» **MATERIAL SHOWN**:
.....

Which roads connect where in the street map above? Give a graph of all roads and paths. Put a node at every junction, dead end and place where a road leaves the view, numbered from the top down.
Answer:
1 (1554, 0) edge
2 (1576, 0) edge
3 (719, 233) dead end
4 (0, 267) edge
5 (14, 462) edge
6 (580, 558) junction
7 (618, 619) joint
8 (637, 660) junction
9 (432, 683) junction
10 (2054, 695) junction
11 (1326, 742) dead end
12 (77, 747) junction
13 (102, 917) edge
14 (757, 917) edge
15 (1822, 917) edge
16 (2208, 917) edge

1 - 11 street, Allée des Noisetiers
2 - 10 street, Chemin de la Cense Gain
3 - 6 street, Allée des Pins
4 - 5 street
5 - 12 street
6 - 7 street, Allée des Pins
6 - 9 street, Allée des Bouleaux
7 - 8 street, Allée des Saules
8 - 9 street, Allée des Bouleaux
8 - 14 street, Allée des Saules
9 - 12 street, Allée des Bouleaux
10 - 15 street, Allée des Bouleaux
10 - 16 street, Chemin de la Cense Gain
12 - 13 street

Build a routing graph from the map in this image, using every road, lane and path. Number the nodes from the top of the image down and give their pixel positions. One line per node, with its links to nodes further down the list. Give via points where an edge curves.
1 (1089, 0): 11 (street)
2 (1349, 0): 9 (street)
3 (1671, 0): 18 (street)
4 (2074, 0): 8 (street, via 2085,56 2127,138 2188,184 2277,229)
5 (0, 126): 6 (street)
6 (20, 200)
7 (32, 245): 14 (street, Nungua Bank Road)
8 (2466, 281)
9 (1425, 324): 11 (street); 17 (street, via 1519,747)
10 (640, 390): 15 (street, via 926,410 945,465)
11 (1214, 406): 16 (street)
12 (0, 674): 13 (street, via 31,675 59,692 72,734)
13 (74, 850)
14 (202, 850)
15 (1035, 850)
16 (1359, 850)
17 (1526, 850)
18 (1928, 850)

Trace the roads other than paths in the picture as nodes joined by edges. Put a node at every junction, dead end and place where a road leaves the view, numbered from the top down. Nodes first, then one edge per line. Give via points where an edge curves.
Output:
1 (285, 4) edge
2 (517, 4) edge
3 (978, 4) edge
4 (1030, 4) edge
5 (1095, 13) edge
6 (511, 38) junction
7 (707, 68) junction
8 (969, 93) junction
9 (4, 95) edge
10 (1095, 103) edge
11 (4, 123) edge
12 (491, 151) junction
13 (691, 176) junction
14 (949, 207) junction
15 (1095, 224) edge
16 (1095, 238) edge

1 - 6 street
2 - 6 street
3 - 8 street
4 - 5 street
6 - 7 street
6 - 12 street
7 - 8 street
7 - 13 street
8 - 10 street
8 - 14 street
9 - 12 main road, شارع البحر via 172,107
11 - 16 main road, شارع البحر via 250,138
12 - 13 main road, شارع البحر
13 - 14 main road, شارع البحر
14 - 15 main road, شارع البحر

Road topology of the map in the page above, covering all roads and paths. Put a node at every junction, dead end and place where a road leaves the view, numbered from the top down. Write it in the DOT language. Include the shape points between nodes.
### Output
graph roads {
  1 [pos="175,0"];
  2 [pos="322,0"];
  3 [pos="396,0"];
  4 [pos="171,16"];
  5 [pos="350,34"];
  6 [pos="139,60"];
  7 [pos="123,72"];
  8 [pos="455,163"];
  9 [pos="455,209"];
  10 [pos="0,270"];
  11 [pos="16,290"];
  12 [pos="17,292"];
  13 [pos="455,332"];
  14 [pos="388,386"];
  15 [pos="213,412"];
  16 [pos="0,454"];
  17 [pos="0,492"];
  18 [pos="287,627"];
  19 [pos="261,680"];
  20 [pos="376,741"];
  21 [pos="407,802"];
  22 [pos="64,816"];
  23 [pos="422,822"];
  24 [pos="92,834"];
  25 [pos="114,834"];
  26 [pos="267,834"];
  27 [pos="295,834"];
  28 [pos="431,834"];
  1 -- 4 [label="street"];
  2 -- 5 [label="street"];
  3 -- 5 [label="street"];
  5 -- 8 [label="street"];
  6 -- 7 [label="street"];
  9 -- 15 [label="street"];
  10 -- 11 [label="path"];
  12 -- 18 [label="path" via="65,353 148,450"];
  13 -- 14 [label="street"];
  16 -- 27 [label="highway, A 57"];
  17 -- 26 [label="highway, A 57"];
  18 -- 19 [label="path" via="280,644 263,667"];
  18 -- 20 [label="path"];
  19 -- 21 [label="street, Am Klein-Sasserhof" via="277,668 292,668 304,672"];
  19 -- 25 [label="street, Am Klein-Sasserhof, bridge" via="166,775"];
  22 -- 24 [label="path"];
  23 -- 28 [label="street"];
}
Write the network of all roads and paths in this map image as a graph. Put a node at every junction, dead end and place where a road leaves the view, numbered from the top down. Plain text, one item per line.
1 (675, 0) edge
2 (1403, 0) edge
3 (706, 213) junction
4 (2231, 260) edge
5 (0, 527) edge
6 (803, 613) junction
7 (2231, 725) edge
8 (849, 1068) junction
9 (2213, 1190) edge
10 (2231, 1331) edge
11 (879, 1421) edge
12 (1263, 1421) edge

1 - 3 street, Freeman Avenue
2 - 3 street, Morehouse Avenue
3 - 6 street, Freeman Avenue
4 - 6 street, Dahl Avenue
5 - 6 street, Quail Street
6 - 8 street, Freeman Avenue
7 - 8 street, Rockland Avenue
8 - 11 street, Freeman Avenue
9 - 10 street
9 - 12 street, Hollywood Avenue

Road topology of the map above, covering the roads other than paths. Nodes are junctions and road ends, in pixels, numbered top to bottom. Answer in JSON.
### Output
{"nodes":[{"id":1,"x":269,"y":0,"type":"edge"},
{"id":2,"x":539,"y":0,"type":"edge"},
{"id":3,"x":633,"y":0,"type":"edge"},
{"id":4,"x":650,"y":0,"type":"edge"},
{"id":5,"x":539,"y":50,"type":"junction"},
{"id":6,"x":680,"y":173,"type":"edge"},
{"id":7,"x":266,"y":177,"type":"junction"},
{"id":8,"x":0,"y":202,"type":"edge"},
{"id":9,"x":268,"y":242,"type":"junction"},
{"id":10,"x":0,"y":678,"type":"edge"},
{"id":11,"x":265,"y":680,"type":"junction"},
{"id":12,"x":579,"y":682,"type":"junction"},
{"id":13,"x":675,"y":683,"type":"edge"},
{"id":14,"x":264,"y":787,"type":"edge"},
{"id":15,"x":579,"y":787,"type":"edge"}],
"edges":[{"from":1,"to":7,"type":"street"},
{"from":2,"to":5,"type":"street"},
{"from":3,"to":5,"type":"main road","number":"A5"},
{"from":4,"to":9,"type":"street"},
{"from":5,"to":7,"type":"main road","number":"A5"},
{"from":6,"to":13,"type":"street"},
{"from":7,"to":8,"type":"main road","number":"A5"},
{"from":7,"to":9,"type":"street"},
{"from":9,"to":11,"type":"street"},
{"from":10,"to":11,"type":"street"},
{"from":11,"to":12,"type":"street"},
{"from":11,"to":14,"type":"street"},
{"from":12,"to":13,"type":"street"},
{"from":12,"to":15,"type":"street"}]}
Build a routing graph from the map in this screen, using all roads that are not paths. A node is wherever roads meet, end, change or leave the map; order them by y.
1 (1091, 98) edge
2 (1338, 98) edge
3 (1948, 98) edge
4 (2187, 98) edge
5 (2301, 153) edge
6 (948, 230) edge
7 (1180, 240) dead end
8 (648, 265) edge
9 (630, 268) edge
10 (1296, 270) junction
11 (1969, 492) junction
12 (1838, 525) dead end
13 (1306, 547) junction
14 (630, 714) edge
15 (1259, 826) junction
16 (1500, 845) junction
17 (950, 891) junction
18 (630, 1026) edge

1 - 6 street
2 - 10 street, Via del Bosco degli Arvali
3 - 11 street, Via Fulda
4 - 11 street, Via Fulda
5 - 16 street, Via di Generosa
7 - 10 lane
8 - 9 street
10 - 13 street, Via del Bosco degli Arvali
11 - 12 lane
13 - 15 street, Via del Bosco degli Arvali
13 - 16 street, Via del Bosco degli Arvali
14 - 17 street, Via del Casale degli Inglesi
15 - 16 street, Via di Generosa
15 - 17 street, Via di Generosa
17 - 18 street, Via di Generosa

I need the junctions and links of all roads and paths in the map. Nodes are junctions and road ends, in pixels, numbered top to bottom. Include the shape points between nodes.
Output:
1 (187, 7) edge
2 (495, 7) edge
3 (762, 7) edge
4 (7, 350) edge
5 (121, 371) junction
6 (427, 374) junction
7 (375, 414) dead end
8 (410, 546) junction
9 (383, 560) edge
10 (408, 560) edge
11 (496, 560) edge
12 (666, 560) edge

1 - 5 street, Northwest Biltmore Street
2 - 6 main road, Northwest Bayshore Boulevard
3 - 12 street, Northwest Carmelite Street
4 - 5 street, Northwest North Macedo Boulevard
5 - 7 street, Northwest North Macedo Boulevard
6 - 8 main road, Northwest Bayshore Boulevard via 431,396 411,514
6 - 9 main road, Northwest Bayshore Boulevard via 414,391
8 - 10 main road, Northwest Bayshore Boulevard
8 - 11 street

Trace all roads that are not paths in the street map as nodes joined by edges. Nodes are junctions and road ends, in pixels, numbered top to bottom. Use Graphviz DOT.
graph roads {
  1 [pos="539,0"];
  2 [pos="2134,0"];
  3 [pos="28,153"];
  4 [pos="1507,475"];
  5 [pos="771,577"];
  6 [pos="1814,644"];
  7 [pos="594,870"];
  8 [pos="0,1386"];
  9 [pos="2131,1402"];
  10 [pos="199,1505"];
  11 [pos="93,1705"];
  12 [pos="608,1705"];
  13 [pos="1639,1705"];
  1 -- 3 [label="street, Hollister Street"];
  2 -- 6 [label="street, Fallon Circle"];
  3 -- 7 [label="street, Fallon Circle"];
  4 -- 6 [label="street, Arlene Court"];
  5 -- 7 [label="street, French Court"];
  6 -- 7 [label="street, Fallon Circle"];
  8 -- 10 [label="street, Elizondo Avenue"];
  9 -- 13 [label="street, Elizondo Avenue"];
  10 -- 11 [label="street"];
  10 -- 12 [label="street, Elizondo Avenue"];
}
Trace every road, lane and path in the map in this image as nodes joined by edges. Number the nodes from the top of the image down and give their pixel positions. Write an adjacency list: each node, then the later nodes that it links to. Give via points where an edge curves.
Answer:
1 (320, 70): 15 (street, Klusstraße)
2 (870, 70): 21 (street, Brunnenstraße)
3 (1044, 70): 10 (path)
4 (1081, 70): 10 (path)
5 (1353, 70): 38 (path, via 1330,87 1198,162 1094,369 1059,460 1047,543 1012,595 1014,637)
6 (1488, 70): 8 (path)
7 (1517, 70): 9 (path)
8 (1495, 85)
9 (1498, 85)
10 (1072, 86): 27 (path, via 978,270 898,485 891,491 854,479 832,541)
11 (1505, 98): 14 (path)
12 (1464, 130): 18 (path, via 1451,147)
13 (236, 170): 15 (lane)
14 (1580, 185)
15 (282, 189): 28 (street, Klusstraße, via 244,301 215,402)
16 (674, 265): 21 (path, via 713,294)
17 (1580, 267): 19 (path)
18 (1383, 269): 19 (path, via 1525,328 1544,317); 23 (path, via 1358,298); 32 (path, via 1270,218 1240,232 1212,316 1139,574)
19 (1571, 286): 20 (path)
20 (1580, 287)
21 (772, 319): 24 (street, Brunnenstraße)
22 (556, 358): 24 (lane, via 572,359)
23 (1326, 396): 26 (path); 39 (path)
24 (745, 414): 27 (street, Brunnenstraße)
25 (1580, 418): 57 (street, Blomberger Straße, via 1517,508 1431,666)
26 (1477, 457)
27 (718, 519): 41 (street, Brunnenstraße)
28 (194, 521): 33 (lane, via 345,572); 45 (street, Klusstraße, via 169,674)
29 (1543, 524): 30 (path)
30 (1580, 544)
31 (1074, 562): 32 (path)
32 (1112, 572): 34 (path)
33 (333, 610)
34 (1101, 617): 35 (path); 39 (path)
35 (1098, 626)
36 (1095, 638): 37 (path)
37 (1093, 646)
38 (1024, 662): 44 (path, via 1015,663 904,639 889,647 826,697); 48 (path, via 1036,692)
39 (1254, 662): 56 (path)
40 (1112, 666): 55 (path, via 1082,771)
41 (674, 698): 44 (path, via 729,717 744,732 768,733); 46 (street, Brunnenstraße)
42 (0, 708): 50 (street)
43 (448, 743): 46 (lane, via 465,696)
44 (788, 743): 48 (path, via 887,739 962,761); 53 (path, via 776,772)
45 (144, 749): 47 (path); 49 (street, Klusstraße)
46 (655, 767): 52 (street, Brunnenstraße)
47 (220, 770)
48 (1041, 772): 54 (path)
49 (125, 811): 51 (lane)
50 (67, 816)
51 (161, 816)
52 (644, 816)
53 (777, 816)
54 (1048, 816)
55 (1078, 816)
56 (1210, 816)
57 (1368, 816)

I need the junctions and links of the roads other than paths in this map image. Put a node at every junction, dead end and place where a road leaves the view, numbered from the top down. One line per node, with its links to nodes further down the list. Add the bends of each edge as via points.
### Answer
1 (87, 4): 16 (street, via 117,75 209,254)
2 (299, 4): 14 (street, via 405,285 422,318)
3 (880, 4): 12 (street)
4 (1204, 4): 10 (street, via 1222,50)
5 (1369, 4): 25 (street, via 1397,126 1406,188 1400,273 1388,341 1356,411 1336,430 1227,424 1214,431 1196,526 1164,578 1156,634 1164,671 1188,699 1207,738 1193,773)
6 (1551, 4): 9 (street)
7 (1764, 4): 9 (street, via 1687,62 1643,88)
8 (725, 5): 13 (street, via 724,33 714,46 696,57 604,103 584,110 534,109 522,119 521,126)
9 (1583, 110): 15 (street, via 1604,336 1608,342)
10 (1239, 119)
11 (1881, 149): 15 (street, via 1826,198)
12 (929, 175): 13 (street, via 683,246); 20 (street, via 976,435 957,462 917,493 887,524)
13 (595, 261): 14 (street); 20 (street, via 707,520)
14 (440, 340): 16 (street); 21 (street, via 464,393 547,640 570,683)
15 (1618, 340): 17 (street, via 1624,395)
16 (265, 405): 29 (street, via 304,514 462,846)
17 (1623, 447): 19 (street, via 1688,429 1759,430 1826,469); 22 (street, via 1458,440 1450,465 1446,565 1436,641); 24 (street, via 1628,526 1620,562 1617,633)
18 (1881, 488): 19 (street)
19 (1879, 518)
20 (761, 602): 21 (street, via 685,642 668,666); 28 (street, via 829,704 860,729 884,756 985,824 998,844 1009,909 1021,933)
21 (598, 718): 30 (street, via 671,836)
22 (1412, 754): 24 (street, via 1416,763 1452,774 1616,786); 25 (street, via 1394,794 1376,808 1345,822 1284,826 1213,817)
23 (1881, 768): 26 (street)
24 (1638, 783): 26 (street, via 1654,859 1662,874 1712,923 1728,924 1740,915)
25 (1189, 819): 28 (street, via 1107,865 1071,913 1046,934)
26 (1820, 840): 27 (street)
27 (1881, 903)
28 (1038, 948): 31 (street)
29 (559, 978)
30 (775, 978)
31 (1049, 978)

.....

All lines in the data above from the one with "Write the network" through the one with "Road topology of the map above, covering" must be repeated exactly, and no others.

» **SOLUTION TO THE EXERCISE**:
Write the network of all roads and paths in this map image as a graph. Put a node at every junction, dead end and place where a road leaves the view, numbered from the top down. Plain text, one item per line.
1 (675, 0) edge
2 (1403, 0) edge
3 (706, 213) junction
4 (2231, 260) edge
5 (0, 527) edge
6 (803, 613) junction
7 (2231, 725) edge
8 (849, 1068) junction
9 (2213, 1190) edge
10 (2231, 1331) edge
11 (879, 1421) edge
12 (1263, 1421) edge

1 - 3 street, Freeman Avenue
2 - 3 street, Morehouse Avenue
3 - 6 street, Freeman Avenue
4 - 6 street, Dahl Avenue
5 - 6 street, Quail Street
6 - 8 street, Freeman Avenue
7 - 8 street, Rockland Avenue
8 - 11 street, Freeman Avenue
9 - 10 street
9 - 12 street, Hollywood Avenue

Road topology of the map above, covering the roads other than paths. Nodes are junctions and road ends, in pixels, numbered top to bottom. Answer in JSON.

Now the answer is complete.